[[ Data under study, beginning ]]

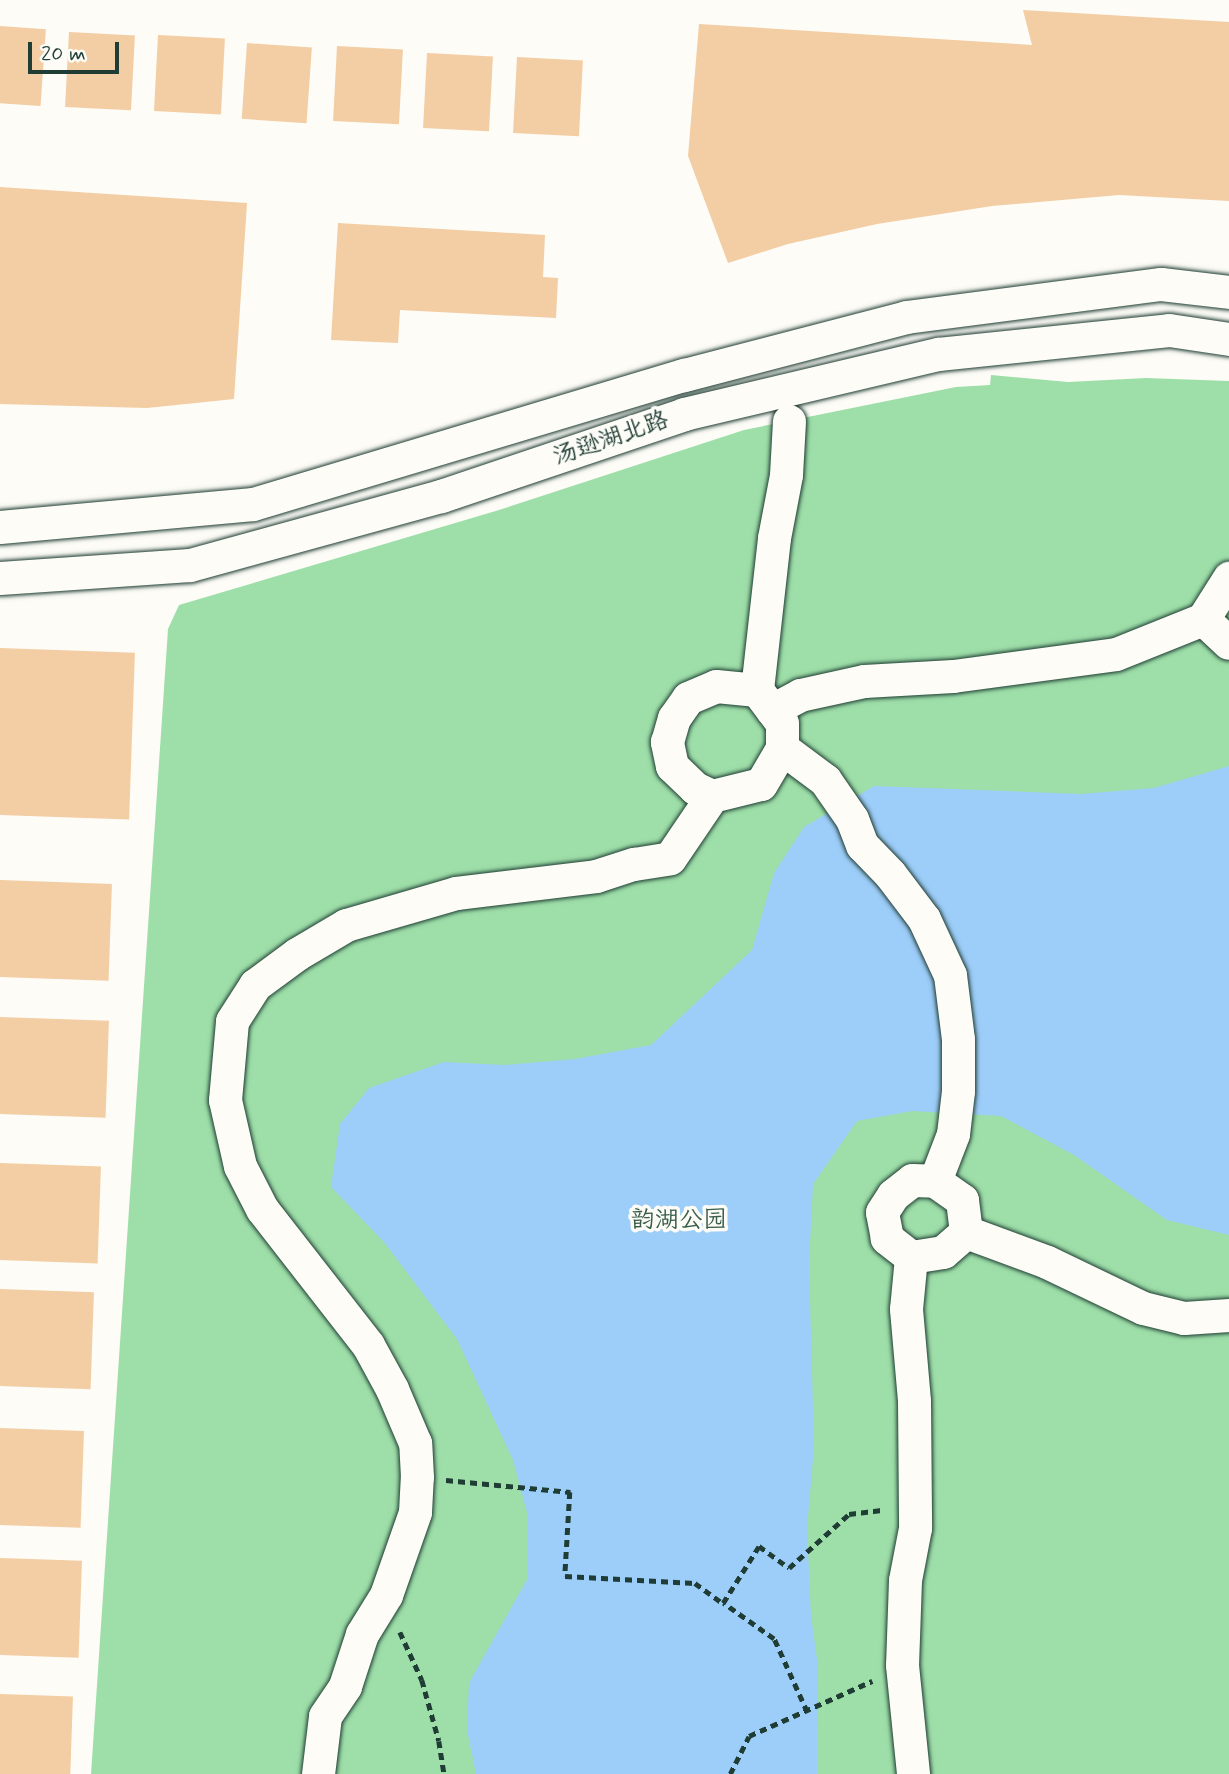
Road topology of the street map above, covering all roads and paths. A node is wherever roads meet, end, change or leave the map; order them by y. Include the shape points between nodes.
1 (1229, 292) edge
2 (1229, 339) edge
3 (789, 421) dead end
4 (0, 527) edge
5 (0, 578) edge
6 (1229, 578) edge
7 (1203, 619) junction
8 (1229, 643) edge
9 (764, 700) junction
10 (782, 748) junction
11 (712, 796) junction
12 (935, 1181) junction
13 (966, 1233) junction
14 (911, 1257) junction
15 (1229, 1315) edge
16 (418, 1477) junction
17 (915, 1507) junction
18 (386, 1595) junction
19 (723, 1603) junction
20 (902, 1665) junction
21 (807, 1712) junction
22 (318, 1774) edge
23 (444, 1774) edge
24 (730, 1774) edge
25 (913, 1774) edge

1 - 4 street, 汤逊湖北路 via 1161,284 906,317 684,375 253,504
2 - 5 street, 汤逊湖北路 via 1169,330 938,354 684,414 441,496 190,565
3 - 9 street via 786,475 774,538
6 - 7 street
7 - 8 street
7 - 9 street via 1116,653 953,676 864,681
9 - 10 street via 782,723
9 - 11 street via 716,686 688,698 674,718 667,742 672,766 695,788
10 - 11 street via 761,784
10 - 12 street via 825,780 852,819 862,845 924,919 950,975 958,1039 958,1091 953,1134
11 - 16 street via 670,858 596,876 456,893 346,925 255,985 232,1021 225,1100 240,1166 262,1209 368,1345 415,1443
12 - 13 street via 962,1200
12 - 14 street via 912,1180 893,1195 882,1212 887,1238
13 - 14 street via 943,1252
13 - 15 street via 1047,1262 1143,1308 1184,1318
14 - 17 street via 906,1309 914,1401
16 - 18 street via 415,1512
16 - 19 path via 570,1492 565,1576 695,1583
17 - 19 path via 849,1514 789,1568 759,1546
17 - 20 street via 905,1580
18 - 22 street via 362,1634 345,1686 325,1717
18 - 23 path via 422,1680
19 - 21 path via 774,1639
20 - 21 path
20 - 25 street
21 - 24 path via 749,1736

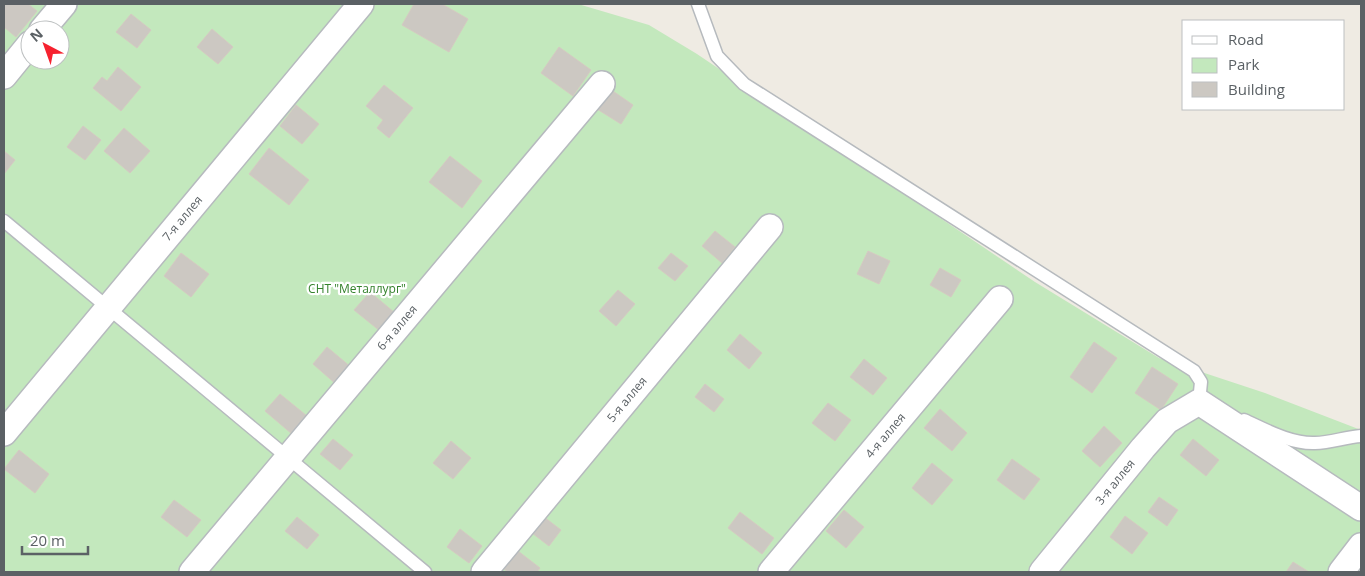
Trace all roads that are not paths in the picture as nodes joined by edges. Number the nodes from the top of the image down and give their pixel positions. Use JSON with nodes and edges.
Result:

[[ Data under study, end ]]

> **Directions**
When you set down the records above, copy every line exactly and exclude the pictures.

> **Exercise response**
Road topology of the street map above, covering all roads and paths. A node is wherever roads meet, end, change or leave the map; order them by y. Include the shape points between nodes.
1 (1229, 292) edge
2 (1229, 339) edge
3 (789, 421) dead end
4 (0, 527) edge
5 (0, 578) edge
6 (1229, 578) edge
7 (1203, 619) junction
8 (1229, 643) edge
9 (764, 700) junction
10 (782, 748) junction
11 (712, 796) junction
12 (935, 1181) junction
13 (966, 1233) junction
14 (911, 1257) junction
15 (1229, 1315) edge
16 (418, 1477) junction
17 (915, 1507) junction
18 (386, 1595) junction
19 (723, 1603) junction
20 (902, 1665) junction
21 (807, 1712) junction
22 (318, 1774) edge
23 (444, 1774) edge
24 (730, 1774) edge
25 (913, 1774) edge

1 - 4 street, 汤逊湖北路 via 1161,284 906,317 684,375 253,504
2 - 5 street, 汤逊湖北路 via 1169,330 938,354 684,414 441,496 190,565
3 - 9 street via 786,475 774,538
6 - 7 street
7 - 8 street
7 - 9 street via 1116,653 953,676 864,681
9 - 10 street via 782,723
9 - 11 street via 716,686 688,698 674,718 667,742 672,766 695,788
10 - 11 street via 761,784
10 - 12 street via 825,780 852,819 862,845 924,919 950,975 958,1039 958,1091 953,1134
11 - 16 street via 670,858 596,876 456,893 346,925 255,985 232,1021 225,1100 240,1166 262,1209 368,1345 415,1443
12 - 13 street via 962,1200
12 - 14 street via 912,1180 893,1195 882,1212 887,1238
13 - 14 street via 943,1252
13 - 15 street via 1047,1262 1143,1308 1184,1318
14 - 17 street via 906,1309 914,1401
16 - 18 street via 415,1512
16 - 19 path via 570,1492 565,1576 695,1583
17 - 19 path via 849,1514 789,1568 759,1546
17 - 20 street via 905,1580
18 - 22 street via 362,1634 345,1686 325,1717
18 - 23 path via 422,1680
19 - 21 path via 774,1639
20 - 21 path
20 - 25 street
21 - 24 path via 749,1736

Trace all roads that are not paths in the picture as nodes joined by edges. Number the nodes from the top of the image down and give their pixel positions. Use JSON with nodes and edges.
Result:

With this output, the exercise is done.